BRIEF: Filter this material down to the lines that contain the string "their", and return those lines.

EXCERPTED RECORDS:
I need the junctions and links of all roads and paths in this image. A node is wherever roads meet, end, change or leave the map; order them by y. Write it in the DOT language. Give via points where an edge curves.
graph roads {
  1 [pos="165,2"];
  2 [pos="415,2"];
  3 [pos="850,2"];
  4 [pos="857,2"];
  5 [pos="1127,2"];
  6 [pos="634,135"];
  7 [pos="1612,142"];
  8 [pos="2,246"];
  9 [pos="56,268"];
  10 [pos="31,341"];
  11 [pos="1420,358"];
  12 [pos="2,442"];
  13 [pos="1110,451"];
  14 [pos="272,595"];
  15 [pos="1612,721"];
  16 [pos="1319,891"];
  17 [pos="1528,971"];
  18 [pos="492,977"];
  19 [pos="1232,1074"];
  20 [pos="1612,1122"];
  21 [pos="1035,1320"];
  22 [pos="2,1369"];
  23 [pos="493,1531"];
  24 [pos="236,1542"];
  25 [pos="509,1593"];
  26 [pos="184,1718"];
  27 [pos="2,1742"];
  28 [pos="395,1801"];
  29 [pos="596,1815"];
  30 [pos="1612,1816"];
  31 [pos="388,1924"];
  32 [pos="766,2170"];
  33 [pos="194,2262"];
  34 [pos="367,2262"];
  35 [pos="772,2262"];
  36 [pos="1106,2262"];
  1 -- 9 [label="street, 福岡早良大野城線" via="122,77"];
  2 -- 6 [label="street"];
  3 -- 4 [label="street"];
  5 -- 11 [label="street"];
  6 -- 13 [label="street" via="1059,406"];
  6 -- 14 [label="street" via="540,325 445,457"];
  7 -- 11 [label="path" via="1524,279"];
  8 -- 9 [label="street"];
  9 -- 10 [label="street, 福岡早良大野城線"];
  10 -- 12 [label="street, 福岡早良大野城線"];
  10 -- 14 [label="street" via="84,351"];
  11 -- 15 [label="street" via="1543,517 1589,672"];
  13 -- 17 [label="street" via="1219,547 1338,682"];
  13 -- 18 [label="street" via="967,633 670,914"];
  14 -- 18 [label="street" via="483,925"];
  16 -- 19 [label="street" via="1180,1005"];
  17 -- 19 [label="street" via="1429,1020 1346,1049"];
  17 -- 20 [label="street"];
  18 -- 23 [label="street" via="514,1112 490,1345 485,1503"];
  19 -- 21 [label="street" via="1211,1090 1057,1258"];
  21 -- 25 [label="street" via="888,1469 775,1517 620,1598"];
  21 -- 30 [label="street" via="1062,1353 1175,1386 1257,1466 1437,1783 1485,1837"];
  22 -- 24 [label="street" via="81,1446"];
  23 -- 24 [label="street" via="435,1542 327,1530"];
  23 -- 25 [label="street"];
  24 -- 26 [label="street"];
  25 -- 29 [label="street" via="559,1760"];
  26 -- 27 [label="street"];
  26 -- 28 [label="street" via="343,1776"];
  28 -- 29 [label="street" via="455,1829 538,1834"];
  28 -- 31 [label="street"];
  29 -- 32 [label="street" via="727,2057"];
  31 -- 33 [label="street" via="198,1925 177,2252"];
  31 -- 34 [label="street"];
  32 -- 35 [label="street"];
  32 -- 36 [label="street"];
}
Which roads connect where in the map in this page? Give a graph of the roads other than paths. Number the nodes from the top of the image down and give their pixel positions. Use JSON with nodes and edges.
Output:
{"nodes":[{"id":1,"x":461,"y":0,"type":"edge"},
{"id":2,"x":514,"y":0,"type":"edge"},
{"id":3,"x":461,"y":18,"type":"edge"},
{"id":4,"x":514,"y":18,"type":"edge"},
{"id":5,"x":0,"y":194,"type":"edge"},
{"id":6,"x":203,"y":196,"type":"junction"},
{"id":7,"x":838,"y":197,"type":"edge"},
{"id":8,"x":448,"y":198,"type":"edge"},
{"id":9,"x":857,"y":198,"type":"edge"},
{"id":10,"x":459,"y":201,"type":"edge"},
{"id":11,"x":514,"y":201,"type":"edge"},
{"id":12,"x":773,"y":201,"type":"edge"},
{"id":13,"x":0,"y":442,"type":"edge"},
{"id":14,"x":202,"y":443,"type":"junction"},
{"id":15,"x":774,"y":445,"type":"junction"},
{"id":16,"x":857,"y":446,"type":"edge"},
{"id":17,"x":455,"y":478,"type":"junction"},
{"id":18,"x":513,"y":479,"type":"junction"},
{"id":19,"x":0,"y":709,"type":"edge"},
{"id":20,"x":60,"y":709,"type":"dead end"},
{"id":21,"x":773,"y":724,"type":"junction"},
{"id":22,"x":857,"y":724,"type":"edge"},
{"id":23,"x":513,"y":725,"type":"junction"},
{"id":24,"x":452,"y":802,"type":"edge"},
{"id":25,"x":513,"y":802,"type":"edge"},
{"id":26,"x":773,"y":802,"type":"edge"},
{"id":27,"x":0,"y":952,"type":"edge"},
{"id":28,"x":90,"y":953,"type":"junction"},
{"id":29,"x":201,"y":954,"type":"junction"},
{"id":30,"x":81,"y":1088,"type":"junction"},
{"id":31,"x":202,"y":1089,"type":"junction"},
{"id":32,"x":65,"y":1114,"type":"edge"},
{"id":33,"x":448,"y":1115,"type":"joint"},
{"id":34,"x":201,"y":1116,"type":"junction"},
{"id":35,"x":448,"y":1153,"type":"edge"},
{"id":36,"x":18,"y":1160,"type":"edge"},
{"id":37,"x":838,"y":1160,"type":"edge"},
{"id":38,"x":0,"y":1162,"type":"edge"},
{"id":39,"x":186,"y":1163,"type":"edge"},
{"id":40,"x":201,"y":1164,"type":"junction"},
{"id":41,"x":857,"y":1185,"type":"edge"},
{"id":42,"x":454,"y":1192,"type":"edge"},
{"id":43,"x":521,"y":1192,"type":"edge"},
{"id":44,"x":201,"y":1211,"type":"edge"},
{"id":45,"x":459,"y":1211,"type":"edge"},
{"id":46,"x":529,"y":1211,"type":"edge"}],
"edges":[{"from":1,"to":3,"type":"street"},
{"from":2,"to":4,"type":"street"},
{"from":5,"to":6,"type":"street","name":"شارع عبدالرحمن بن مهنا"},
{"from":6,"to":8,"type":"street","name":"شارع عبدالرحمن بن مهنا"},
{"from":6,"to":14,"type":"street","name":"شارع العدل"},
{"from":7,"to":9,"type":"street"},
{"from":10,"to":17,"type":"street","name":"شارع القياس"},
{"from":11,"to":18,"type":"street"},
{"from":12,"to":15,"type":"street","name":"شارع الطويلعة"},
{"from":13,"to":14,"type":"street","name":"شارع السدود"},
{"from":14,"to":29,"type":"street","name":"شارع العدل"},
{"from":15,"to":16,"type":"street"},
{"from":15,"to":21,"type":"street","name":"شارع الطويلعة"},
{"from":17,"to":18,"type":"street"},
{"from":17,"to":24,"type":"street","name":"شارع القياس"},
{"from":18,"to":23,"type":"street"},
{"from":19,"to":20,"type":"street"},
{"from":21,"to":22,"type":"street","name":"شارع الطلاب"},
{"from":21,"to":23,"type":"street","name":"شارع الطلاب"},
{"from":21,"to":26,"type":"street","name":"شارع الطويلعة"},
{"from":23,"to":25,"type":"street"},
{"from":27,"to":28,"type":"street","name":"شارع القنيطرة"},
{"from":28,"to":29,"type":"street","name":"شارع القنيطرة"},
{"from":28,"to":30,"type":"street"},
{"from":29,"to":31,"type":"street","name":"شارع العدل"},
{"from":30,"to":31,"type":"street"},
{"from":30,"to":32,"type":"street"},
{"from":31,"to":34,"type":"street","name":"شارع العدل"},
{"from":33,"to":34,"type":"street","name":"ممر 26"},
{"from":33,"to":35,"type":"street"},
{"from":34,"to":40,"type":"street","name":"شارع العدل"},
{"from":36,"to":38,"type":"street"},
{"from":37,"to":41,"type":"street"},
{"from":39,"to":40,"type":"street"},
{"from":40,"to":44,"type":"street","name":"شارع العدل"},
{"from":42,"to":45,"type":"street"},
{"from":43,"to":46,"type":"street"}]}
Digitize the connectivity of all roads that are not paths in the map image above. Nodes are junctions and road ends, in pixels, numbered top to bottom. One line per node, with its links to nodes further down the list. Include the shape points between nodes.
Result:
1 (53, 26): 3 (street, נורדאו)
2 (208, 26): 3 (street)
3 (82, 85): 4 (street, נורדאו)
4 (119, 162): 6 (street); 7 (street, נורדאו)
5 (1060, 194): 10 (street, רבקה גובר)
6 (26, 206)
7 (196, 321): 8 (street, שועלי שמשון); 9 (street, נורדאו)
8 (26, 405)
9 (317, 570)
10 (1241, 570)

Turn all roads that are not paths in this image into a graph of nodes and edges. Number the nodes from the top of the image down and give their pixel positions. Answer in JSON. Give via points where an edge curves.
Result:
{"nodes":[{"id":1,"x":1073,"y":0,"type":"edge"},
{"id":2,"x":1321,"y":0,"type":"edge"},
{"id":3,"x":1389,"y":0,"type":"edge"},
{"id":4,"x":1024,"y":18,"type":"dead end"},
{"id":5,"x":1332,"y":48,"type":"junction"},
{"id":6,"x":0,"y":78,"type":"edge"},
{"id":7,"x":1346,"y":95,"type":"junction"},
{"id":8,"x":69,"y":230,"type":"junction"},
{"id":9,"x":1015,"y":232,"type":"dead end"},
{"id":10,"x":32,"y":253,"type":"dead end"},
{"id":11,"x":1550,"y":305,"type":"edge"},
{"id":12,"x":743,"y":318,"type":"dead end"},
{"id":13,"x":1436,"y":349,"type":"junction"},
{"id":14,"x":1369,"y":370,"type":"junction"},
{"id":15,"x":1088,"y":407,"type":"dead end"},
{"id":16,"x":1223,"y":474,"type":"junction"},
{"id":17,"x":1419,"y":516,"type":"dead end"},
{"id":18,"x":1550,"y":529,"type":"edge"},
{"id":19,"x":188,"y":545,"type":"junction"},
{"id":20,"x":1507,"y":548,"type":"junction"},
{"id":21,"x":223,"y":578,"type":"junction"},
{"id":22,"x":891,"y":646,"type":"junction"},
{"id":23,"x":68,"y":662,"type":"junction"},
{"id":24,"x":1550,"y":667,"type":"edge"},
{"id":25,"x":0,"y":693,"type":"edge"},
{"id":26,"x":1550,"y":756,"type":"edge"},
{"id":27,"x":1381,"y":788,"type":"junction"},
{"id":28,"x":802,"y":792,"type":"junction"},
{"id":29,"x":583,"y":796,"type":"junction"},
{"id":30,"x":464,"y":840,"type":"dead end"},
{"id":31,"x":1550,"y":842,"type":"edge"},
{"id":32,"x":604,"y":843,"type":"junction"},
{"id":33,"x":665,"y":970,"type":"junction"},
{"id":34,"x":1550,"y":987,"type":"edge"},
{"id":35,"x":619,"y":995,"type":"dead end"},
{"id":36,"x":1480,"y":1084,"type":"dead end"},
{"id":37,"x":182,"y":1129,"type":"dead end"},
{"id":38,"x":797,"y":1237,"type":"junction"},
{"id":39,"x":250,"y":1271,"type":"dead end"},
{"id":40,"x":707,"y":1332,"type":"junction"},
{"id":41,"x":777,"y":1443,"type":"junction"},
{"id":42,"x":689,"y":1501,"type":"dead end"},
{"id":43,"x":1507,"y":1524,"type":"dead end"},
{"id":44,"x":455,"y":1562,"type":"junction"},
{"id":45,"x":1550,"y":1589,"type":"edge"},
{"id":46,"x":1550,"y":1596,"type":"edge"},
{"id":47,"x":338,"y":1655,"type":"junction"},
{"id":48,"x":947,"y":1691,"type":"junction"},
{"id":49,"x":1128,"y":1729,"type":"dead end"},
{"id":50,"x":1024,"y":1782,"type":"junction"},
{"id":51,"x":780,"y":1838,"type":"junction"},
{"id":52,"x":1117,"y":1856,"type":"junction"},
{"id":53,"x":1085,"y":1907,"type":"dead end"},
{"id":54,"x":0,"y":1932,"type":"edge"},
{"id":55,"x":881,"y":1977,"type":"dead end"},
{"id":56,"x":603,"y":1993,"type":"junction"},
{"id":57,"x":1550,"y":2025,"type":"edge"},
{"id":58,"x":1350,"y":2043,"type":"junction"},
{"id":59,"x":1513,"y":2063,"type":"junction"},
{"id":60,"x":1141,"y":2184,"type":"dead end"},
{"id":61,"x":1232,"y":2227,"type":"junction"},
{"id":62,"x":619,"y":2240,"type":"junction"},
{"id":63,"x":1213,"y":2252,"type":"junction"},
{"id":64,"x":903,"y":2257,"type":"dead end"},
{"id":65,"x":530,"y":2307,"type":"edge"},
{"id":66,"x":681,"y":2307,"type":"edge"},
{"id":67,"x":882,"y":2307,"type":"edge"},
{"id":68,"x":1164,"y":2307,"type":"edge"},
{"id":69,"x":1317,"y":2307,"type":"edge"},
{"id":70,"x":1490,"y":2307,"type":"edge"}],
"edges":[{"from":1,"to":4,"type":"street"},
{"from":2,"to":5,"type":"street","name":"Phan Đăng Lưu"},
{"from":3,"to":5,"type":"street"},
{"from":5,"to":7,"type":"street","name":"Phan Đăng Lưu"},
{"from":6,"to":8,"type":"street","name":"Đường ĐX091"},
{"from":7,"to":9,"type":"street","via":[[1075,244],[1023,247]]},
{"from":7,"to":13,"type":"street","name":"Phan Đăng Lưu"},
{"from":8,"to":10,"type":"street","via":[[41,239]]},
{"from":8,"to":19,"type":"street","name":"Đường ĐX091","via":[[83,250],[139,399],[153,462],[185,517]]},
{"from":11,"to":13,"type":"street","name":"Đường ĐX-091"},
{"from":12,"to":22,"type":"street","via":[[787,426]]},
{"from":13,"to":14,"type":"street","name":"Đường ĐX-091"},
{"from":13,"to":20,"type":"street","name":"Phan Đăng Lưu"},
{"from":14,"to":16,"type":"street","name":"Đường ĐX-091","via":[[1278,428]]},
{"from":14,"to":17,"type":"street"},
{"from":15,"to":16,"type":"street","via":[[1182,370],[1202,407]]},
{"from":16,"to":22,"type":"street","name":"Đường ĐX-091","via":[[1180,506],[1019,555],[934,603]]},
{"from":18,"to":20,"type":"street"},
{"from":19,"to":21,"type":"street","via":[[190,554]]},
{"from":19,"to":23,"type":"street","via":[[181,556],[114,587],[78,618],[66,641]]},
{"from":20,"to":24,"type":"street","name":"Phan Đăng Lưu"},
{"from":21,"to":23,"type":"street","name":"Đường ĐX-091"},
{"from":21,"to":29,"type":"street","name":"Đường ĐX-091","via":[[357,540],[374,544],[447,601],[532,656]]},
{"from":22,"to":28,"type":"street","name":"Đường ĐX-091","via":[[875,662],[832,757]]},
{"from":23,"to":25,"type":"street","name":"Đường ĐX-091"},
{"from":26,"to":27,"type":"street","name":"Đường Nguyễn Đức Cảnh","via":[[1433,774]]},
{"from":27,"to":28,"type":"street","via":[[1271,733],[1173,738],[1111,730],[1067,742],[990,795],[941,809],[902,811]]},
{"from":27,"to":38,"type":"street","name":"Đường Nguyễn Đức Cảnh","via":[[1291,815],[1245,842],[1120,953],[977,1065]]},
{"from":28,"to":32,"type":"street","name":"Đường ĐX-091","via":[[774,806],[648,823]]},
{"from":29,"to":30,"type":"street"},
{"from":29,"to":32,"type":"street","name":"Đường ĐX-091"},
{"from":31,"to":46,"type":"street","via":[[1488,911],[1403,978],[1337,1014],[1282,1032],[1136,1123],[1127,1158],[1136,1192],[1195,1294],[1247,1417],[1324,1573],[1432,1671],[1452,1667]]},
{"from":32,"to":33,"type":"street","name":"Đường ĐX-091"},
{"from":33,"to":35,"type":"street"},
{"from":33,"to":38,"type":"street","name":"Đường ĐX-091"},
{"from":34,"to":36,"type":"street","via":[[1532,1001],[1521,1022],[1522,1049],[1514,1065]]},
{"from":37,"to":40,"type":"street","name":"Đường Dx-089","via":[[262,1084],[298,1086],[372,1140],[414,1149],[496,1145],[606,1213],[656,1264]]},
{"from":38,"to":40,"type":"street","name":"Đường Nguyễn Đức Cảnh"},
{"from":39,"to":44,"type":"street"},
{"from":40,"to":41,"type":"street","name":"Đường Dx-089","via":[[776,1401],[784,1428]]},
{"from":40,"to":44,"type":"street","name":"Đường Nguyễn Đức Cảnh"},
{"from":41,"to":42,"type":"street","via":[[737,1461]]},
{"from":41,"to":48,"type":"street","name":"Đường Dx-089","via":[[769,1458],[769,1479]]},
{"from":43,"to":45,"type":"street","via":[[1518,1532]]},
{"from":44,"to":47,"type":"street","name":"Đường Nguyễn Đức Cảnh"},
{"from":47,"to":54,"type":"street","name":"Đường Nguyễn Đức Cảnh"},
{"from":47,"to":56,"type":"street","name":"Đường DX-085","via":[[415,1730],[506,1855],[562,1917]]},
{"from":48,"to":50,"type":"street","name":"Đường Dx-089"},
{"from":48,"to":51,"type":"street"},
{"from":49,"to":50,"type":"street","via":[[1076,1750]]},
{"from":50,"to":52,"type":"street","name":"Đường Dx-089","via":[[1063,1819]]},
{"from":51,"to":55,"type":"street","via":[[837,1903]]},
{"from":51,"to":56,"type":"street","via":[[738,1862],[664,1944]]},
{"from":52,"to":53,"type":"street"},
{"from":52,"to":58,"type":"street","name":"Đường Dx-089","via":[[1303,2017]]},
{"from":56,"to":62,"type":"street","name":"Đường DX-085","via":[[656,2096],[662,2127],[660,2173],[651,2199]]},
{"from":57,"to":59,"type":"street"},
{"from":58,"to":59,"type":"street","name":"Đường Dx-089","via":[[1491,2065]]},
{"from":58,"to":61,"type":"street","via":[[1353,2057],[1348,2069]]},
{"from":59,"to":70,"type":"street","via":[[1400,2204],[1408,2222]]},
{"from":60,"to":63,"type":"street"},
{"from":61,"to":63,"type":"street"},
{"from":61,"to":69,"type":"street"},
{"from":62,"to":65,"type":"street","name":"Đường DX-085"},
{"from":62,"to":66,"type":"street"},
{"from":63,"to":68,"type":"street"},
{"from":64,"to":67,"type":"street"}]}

TASK ANSWER:
Which roads connect where in the map in this page? Give a graph of the roads other than paths. Number the nodes from the top of the image down and give their pixel positions. Use JSON with nodes and edges.
Turn all roads that are not paths in this image into a graph of nodes and edges. Number the nodes from the top of the image down and give their pixel positions. Answer in JSON. Give via points where an edge curves.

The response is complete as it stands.